• **REQUIREMENT**
Every line of the records that holds the word "pixel" should be copied out.

• **TASK INPUTS**
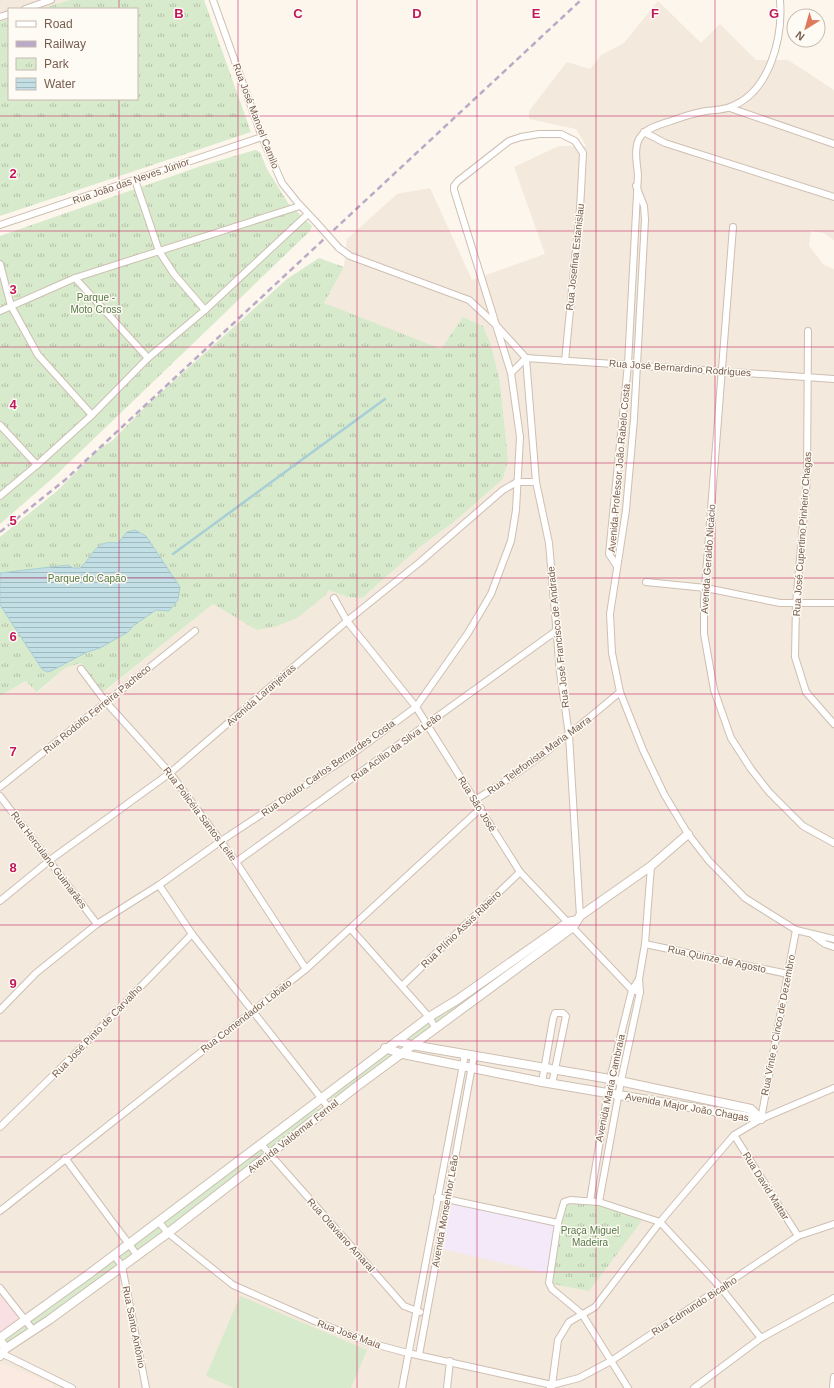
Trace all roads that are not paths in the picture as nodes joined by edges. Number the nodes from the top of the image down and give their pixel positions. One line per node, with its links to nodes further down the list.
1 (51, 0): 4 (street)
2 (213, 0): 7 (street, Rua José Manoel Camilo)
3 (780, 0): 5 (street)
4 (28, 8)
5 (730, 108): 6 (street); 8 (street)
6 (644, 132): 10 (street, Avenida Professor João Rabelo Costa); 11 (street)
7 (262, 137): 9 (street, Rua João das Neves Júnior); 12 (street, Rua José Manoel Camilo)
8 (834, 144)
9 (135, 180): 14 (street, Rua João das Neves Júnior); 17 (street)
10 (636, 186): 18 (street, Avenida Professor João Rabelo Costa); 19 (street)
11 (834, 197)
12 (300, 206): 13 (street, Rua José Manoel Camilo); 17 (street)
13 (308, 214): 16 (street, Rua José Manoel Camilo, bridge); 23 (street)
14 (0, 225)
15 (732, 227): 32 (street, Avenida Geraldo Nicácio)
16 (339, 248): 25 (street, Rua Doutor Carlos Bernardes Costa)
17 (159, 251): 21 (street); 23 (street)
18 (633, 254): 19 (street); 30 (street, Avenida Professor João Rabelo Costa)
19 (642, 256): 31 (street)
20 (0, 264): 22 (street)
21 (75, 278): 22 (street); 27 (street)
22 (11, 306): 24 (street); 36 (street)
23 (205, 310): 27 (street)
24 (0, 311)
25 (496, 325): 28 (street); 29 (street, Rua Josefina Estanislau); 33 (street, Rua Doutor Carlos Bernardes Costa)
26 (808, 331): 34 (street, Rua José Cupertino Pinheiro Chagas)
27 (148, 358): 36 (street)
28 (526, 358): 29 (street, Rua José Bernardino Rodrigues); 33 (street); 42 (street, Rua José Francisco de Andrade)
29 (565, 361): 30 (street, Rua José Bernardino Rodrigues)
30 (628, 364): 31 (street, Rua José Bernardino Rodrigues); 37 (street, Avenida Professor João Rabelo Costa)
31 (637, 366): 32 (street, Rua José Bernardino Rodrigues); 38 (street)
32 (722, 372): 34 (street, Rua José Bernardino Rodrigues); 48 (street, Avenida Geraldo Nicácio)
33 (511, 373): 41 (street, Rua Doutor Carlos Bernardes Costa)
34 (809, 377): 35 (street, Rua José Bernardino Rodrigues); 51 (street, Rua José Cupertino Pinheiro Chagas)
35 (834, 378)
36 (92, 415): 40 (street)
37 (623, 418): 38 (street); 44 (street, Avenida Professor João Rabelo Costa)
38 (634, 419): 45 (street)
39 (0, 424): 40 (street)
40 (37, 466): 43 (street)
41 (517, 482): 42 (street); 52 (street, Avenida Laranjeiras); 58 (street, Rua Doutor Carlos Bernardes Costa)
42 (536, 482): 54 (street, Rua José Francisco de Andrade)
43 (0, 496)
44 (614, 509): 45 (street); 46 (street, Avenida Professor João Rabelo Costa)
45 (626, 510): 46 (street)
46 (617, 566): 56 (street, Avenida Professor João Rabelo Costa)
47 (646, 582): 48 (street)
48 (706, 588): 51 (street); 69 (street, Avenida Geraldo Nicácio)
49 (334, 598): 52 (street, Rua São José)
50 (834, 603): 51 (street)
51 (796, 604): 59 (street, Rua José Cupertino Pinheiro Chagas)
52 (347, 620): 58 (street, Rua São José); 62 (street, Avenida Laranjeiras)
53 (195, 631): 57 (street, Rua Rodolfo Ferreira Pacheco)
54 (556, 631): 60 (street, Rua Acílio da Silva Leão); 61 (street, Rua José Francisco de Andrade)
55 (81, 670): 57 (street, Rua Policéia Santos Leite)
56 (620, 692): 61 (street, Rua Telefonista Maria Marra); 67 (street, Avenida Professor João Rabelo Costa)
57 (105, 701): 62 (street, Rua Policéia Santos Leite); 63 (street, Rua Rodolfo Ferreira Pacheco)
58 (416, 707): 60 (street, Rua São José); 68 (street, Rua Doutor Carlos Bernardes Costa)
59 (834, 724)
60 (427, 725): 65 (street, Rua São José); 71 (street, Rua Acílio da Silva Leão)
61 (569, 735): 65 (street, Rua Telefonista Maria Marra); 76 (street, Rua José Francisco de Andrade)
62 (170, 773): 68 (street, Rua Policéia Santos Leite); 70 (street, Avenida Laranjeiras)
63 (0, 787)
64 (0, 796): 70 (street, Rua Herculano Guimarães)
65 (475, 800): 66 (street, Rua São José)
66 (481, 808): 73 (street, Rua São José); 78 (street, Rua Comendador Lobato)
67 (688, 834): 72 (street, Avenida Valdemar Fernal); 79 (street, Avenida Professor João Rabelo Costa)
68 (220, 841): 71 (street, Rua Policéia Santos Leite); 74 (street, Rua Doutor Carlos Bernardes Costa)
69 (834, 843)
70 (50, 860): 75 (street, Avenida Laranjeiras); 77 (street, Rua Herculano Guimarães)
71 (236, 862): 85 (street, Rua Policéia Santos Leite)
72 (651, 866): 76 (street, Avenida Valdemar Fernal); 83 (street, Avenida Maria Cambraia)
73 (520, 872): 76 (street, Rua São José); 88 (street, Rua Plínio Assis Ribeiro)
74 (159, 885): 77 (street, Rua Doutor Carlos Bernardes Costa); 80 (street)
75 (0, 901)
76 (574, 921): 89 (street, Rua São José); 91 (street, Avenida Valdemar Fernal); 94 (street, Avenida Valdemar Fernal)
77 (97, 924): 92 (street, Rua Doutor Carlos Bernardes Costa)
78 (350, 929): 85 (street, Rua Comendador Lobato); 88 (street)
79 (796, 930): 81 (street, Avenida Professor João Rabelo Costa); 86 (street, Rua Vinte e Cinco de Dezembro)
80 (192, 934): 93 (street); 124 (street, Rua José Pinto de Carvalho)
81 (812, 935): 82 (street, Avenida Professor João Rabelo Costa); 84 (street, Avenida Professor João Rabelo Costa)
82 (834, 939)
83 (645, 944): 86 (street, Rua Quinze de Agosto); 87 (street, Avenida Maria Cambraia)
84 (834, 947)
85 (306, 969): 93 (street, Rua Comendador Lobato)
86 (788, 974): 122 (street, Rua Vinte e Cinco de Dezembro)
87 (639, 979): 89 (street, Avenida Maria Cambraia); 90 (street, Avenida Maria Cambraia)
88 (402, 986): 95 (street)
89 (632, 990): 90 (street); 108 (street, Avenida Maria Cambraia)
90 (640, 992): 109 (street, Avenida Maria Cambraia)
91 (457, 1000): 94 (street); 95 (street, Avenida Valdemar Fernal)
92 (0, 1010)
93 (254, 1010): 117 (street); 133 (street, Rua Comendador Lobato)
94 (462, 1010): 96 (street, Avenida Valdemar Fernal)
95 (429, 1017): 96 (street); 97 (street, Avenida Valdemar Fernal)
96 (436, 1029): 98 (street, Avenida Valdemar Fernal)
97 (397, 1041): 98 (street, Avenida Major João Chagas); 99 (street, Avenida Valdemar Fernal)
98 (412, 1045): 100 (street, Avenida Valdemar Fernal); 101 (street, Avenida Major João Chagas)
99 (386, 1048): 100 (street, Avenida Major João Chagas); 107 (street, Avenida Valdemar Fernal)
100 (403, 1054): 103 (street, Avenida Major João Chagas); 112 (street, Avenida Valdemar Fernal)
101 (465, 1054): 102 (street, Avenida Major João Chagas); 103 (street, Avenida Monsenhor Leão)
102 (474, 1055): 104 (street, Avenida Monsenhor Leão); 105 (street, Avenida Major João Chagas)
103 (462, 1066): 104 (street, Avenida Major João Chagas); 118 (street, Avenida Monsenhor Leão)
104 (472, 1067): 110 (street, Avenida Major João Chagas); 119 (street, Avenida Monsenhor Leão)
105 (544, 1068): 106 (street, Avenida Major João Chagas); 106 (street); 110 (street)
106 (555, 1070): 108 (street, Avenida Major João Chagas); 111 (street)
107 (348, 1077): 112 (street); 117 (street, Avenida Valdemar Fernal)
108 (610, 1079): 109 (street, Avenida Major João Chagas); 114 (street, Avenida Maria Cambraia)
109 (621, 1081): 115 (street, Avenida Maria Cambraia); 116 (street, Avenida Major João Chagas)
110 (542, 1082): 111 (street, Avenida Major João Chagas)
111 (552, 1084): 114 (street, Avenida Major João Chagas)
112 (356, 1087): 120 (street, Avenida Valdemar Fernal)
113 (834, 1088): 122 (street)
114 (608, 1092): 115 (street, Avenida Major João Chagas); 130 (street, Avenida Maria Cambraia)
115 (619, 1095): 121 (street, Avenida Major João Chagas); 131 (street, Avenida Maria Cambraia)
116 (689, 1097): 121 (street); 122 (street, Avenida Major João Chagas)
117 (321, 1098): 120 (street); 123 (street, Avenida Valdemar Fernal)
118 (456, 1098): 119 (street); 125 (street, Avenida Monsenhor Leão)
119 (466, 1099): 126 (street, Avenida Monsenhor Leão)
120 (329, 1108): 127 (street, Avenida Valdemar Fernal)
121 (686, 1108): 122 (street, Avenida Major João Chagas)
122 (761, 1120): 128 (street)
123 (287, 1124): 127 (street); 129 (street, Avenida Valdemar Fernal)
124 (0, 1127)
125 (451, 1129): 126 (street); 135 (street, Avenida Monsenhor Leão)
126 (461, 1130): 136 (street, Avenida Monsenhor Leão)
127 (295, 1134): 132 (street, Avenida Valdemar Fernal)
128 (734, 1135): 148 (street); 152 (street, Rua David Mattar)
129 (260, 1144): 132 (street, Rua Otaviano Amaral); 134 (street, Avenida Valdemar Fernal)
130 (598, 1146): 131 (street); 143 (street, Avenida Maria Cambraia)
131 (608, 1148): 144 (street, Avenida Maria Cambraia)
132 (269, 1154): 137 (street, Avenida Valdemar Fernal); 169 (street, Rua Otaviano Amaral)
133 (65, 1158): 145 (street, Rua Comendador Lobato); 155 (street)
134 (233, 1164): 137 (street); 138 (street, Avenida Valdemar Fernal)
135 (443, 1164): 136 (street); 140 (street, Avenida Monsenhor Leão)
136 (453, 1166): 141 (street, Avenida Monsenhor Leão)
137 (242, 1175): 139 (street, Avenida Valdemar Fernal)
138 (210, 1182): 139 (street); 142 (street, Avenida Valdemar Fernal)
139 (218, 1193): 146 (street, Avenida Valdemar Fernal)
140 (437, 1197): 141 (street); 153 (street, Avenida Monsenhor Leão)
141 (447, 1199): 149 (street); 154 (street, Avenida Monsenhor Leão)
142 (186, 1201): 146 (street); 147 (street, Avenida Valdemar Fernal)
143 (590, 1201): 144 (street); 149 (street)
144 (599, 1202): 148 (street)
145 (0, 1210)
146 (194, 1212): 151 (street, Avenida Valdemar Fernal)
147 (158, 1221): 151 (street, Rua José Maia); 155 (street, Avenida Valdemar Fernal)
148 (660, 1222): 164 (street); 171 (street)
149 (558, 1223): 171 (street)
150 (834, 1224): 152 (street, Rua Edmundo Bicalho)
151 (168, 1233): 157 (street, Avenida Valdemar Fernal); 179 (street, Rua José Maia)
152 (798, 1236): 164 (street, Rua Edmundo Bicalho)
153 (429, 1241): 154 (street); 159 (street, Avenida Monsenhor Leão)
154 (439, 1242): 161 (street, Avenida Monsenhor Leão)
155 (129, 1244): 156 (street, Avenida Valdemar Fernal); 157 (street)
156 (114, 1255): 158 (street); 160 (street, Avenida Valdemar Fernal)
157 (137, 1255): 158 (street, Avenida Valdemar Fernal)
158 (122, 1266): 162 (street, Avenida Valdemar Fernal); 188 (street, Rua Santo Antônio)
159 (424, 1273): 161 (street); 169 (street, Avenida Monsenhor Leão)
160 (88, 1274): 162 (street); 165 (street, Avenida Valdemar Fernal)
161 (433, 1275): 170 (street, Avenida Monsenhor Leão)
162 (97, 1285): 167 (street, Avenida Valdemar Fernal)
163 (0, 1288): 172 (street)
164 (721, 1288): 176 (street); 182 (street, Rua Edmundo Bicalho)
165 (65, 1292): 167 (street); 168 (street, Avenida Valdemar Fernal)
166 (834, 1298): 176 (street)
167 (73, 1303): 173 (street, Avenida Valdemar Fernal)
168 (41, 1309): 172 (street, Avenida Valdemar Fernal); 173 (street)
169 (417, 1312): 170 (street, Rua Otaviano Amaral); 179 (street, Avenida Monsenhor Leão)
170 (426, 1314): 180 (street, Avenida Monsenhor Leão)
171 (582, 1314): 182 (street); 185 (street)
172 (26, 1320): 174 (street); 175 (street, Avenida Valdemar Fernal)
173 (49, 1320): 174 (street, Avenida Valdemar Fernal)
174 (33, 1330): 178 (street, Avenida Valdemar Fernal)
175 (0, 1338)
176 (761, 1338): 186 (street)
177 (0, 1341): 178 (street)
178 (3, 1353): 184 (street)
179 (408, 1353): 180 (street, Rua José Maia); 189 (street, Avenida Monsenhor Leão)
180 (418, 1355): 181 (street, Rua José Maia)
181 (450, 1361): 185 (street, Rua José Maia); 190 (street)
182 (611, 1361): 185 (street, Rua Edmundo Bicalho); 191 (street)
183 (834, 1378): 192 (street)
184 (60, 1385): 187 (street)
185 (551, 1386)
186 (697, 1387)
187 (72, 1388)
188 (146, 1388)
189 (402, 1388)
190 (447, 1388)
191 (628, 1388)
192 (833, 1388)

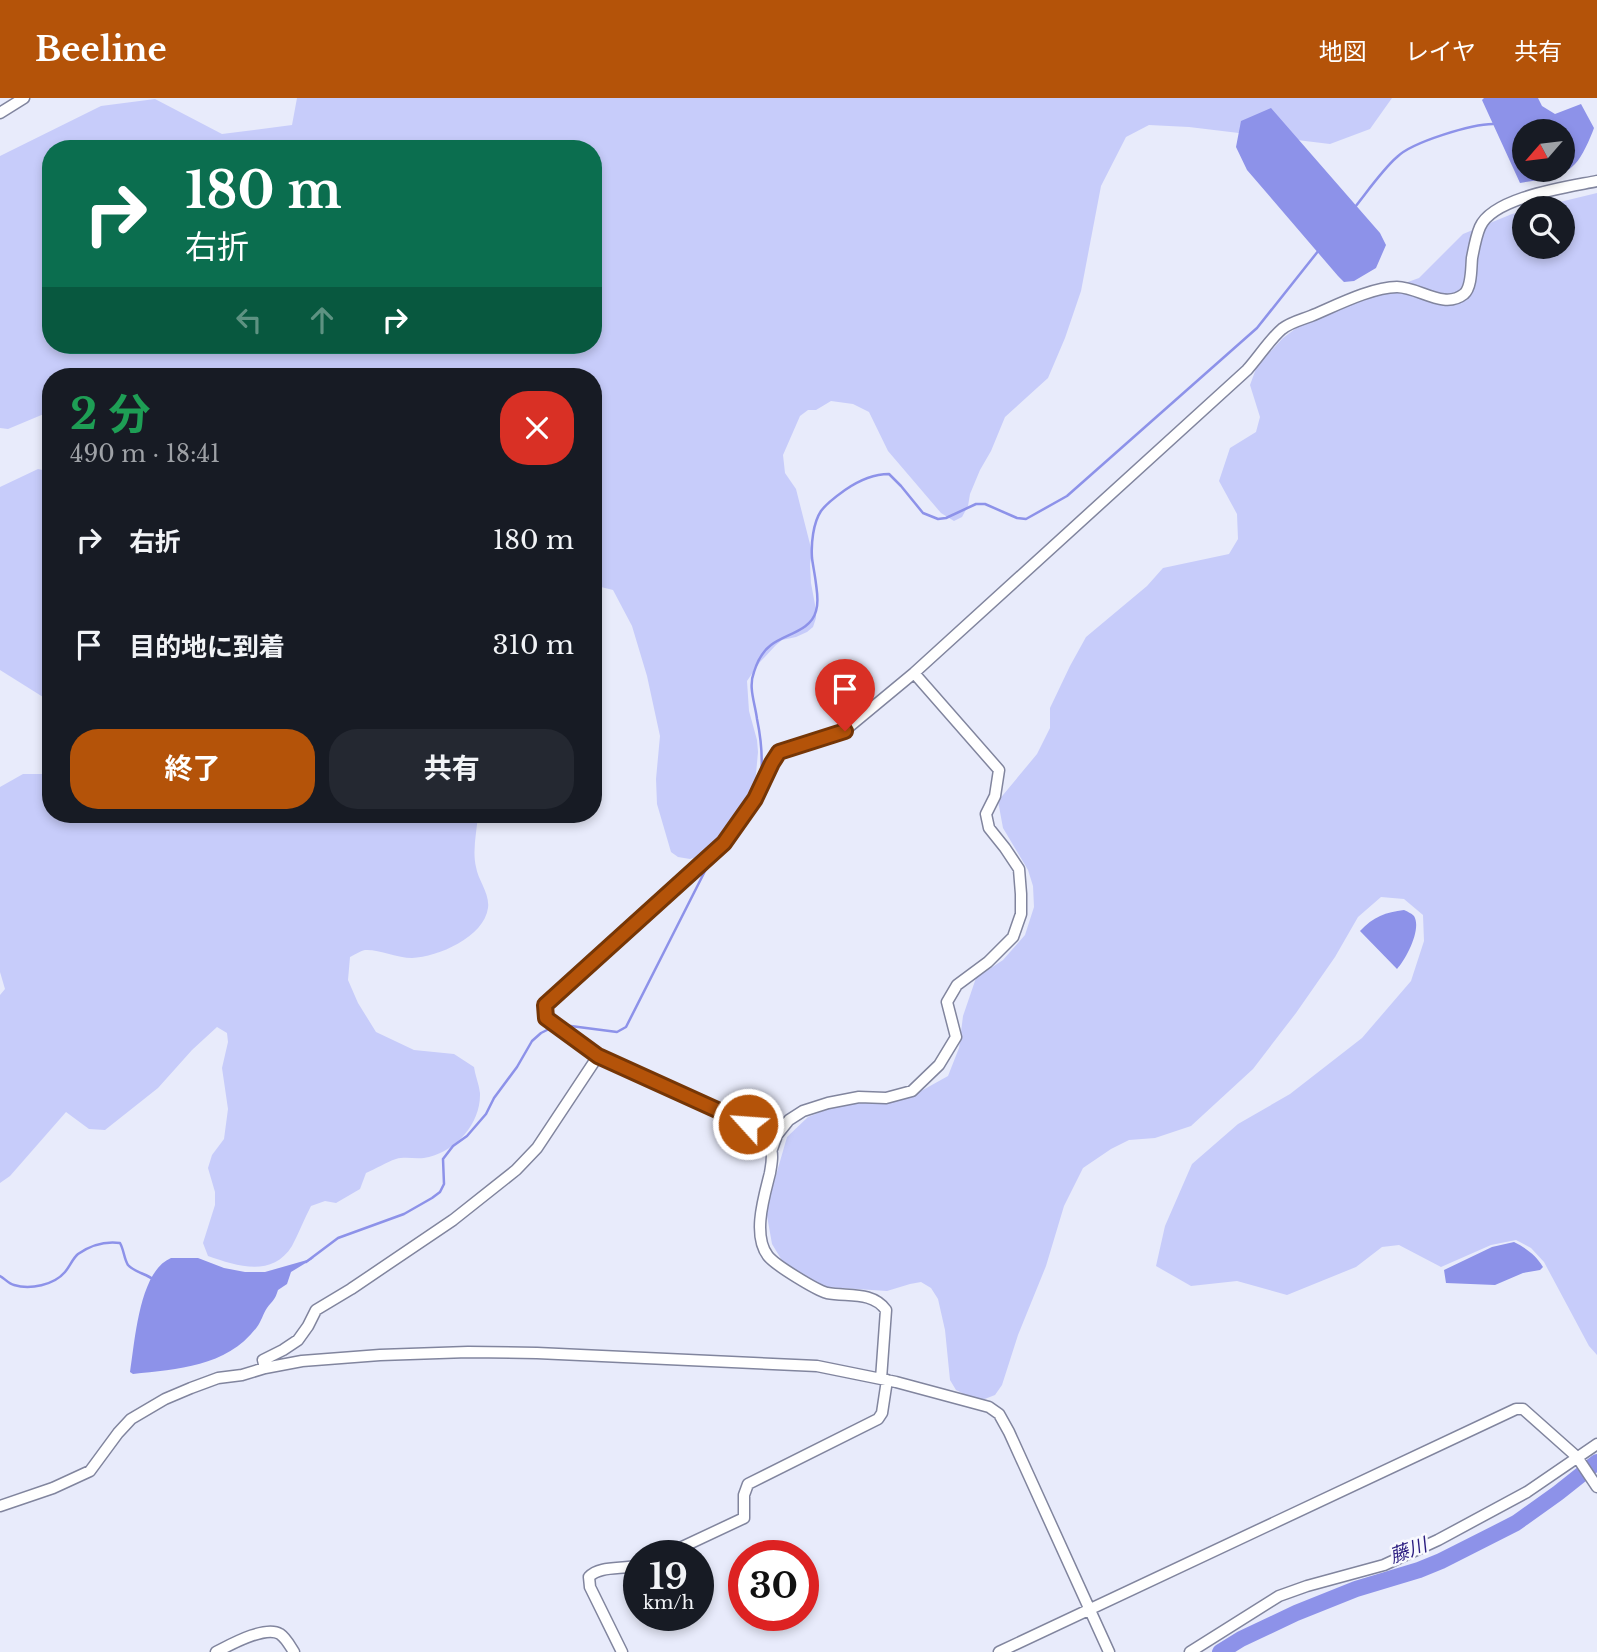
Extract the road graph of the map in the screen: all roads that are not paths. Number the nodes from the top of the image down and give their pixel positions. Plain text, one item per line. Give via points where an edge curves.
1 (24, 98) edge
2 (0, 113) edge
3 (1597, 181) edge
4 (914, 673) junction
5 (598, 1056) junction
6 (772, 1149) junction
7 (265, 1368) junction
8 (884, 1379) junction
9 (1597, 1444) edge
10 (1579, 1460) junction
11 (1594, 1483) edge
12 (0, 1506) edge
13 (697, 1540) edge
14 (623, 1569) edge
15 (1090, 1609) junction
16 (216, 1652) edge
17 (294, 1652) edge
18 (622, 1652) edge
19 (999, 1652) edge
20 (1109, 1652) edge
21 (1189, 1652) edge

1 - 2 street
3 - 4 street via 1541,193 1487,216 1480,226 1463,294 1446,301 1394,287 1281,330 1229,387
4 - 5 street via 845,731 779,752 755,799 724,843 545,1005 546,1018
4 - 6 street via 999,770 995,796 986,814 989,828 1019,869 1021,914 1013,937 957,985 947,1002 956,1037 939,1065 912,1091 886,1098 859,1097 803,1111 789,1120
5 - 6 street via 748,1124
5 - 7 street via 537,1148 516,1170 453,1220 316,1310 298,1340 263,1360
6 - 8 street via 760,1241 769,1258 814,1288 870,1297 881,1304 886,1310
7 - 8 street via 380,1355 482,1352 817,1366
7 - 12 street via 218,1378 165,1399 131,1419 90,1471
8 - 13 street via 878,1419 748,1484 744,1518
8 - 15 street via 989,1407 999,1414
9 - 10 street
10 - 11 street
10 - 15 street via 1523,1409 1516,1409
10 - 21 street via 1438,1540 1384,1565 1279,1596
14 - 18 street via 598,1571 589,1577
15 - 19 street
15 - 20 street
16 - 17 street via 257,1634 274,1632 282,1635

• **WRITTEN SOLUTION**
Trace all roads that are not paths in the picture as nodes joined by edges. Number the nodes from the top of the image down and give their pixel positions. One line per node, with its links to nodes further down the list.
Extract the road graph of the map in the screen: all roads that are not paths. Number the nodes from the top of the image down and give their pixel positions. Plain text, one item per line. Give via points where an edge curves.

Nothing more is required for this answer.